(Task to carry out) Report each line of the data that includes the word "origin".
+---+
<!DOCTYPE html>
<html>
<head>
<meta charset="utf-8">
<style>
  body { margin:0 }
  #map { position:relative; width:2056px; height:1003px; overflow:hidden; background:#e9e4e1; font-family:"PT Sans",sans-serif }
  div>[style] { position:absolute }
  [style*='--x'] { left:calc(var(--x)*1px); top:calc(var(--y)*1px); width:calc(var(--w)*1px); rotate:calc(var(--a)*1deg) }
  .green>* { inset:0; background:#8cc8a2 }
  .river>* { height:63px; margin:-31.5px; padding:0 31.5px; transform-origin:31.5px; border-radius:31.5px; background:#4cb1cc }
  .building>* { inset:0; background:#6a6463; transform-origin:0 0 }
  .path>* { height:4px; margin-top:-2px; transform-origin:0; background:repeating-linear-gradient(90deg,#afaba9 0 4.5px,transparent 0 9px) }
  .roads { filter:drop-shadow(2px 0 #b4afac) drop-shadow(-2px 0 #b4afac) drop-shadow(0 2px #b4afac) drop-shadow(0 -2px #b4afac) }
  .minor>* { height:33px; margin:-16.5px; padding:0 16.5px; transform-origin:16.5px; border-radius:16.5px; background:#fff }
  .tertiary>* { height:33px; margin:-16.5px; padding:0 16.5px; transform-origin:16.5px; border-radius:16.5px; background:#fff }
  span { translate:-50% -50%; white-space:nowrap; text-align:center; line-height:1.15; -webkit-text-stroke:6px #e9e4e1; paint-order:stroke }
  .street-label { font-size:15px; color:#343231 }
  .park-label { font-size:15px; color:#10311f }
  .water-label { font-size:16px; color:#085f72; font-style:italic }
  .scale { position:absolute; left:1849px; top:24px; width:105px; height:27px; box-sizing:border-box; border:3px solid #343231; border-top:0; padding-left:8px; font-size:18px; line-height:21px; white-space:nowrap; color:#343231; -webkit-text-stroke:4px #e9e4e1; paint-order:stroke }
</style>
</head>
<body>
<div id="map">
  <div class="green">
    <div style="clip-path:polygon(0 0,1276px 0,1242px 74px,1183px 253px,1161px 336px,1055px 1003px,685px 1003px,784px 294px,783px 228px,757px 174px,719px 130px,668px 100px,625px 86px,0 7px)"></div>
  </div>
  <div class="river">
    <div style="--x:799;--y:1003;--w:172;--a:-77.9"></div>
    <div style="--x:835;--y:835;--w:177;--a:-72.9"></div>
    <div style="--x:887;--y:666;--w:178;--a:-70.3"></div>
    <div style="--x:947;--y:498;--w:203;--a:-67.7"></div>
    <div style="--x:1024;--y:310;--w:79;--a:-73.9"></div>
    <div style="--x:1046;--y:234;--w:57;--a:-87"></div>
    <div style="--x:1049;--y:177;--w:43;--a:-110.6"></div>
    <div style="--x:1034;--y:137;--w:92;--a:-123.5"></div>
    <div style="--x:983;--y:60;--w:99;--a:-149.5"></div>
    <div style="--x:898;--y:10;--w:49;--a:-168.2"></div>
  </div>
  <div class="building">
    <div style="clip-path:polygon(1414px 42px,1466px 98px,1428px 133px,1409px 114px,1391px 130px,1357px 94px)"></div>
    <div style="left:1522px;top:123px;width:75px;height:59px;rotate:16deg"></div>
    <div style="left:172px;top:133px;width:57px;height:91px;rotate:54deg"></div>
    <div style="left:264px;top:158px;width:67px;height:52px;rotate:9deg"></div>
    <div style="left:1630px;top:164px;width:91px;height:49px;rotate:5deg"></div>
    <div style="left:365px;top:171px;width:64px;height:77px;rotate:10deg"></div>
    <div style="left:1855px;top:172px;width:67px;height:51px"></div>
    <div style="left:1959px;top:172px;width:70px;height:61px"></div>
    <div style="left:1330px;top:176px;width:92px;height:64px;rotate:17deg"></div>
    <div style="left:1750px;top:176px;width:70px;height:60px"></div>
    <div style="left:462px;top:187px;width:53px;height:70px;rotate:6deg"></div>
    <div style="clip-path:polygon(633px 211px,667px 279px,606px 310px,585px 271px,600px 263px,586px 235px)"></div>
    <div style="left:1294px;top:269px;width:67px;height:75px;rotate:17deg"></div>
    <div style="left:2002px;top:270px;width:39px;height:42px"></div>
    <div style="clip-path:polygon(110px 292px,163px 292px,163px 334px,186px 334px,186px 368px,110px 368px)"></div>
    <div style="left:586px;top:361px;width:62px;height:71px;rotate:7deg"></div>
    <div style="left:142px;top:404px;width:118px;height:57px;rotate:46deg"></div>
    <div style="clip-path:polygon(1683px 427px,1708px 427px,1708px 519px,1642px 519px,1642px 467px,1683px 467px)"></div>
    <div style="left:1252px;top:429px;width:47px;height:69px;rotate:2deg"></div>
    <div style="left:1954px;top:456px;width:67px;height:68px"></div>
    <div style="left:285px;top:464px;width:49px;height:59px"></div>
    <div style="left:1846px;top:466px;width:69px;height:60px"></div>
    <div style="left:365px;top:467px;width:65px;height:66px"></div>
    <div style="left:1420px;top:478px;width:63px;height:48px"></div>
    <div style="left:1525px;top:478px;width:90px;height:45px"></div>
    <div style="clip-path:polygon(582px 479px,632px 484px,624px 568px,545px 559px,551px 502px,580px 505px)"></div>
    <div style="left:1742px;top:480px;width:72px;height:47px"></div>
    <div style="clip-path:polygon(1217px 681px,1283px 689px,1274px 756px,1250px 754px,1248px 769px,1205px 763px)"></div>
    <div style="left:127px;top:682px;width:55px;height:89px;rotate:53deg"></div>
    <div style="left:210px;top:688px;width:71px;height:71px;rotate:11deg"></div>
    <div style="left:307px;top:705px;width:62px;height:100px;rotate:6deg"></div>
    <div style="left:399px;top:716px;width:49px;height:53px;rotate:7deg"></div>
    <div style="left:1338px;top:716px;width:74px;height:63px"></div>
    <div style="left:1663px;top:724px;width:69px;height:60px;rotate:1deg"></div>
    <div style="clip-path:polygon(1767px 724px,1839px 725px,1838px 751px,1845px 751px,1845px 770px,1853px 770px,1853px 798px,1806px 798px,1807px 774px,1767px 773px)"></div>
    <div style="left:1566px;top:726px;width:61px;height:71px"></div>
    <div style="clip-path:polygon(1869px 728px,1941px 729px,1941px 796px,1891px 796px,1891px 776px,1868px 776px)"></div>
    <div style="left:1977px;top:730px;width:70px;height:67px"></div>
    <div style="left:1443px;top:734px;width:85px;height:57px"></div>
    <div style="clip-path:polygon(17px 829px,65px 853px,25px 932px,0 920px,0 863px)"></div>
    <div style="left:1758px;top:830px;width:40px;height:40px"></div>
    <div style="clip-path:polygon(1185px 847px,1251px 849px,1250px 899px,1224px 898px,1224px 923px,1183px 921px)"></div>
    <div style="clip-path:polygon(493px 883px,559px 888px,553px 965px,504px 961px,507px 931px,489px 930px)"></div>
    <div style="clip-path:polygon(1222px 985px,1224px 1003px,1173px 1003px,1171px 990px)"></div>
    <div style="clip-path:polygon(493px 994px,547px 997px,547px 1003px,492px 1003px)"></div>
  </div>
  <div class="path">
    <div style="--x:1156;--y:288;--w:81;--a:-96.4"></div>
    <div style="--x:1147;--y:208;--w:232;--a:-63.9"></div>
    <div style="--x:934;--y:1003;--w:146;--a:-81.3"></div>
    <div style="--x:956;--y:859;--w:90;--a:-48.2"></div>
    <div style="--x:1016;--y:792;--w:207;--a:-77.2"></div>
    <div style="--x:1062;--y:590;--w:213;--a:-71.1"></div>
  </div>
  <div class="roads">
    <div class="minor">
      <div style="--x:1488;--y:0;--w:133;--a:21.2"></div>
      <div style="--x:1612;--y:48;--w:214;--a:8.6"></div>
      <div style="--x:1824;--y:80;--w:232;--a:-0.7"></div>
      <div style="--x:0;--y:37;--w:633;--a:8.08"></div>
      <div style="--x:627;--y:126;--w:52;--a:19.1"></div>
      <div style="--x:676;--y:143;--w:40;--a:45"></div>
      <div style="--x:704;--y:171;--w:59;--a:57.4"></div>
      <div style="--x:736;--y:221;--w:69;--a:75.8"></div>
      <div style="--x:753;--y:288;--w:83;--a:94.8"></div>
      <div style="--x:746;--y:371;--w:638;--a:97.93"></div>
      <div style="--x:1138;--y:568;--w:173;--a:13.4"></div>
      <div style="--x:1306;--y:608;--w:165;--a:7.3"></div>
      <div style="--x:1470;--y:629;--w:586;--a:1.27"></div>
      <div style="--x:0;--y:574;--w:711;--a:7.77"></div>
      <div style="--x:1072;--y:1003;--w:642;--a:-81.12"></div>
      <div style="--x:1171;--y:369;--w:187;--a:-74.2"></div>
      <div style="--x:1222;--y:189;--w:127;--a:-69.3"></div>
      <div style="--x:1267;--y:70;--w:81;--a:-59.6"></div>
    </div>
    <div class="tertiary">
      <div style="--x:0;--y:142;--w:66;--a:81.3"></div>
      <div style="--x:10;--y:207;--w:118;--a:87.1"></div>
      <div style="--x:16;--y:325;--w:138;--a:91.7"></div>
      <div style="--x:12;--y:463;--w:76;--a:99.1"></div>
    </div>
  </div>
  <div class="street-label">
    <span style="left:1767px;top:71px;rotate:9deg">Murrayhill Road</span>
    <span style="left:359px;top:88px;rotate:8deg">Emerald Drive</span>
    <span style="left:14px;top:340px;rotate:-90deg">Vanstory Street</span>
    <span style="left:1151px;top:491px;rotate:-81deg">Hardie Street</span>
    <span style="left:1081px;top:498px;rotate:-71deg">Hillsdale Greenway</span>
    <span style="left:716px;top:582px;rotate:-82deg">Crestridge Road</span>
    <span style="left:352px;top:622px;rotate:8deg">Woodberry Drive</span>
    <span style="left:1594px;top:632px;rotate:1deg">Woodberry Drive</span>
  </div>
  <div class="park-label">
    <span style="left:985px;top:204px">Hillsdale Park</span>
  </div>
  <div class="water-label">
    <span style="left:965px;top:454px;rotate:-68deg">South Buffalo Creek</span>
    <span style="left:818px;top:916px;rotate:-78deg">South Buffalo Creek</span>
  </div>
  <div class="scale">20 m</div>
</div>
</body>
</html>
+---+
(Response for this exercise)
  .river>* { height:63px; margin:-31.5px; padding:0 31.5px; transform-origin:31.5px; border-radius:31.5px; background:#4cb1cc }
  .building>* { inset:0; background:#6a6463; transform-origin:0 0 }
  .path>* { height:4px; margin-top:-2px; transform-origin:0; background:repeating-linear-gradient(90deg,#afaba9 0 4.5px,transparent 0 9px) }
  .minor>* { height:33px; margin:-16.5px; padding:0 16.5px; transform-origin:16.5px; border-radius:16.5px; background:#fff }
  .tertiary>* { height:33px; margin:-16.5px; padding:0 16.5px; transform-origin:16.5px; border-radius:16.5px; background:#fff }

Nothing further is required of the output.